EXERCISE AIM
Below are the records; copy out every line that holds the word "pinky".

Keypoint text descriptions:
========

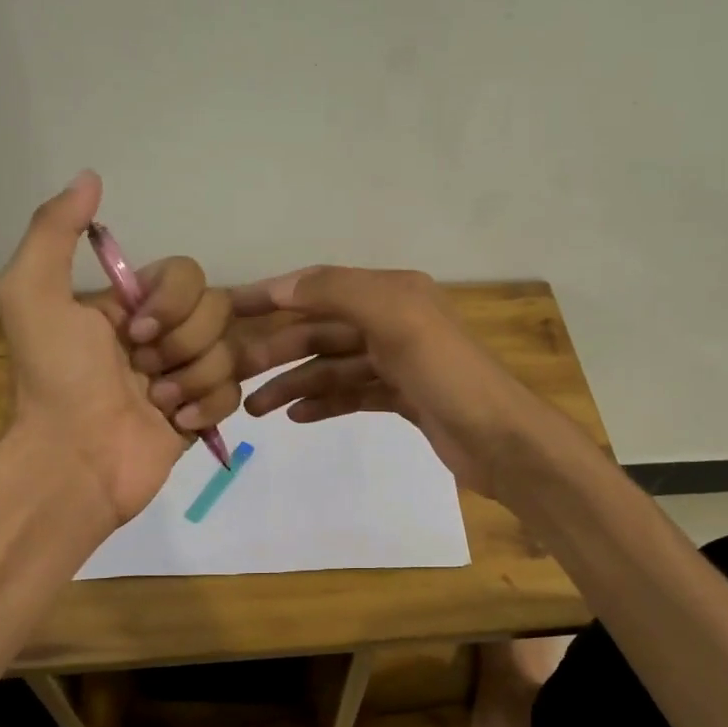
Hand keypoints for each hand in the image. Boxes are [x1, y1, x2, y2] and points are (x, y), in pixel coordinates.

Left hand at [0, 172, 238, 527]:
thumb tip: (90, 176)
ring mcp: (185, 375)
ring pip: (230, 352)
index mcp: (130, 304)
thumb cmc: (56, 380)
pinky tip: (176, 425)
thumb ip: (54, 231)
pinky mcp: (202, 413)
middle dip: (184, 344)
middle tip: (144, 372)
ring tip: (157, 405)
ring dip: (192, 379)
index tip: (134, 333)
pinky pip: (234, 392)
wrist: (74, 461)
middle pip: (218, 310)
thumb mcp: (32, 296)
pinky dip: (207, 408)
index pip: (186, 274)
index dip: (172, 302)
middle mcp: (162, 334)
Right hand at [229, 267, 550, 499]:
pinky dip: (324, 402)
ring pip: (333, 366)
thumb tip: (282, 286)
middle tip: (231, 375)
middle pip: (322, 330)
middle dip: (277, 350)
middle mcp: (394, 321)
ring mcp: (399, 362)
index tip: (225, 310)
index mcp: (392, 293)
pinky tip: (296, 417)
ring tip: (254, 408)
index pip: (318, 287)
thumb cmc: (448, 374)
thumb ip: (338, 293)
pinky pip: (352, 394)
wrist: (502, 440)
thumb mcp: (395, 318)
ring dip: (293, 382)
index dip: (272, 296)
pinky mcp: (403, 399)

========

ANSWER FOR THE TASK
pinky tip: (176, 425)
pinky mcp: (202, 413)
pinky pip: (234, 392)
pinky dip: (207, 408)
pinky dip: (324, 402)
pinky tip: (296, 417)
pinky pip: (352, 394)
pinky mcp: (403, 399)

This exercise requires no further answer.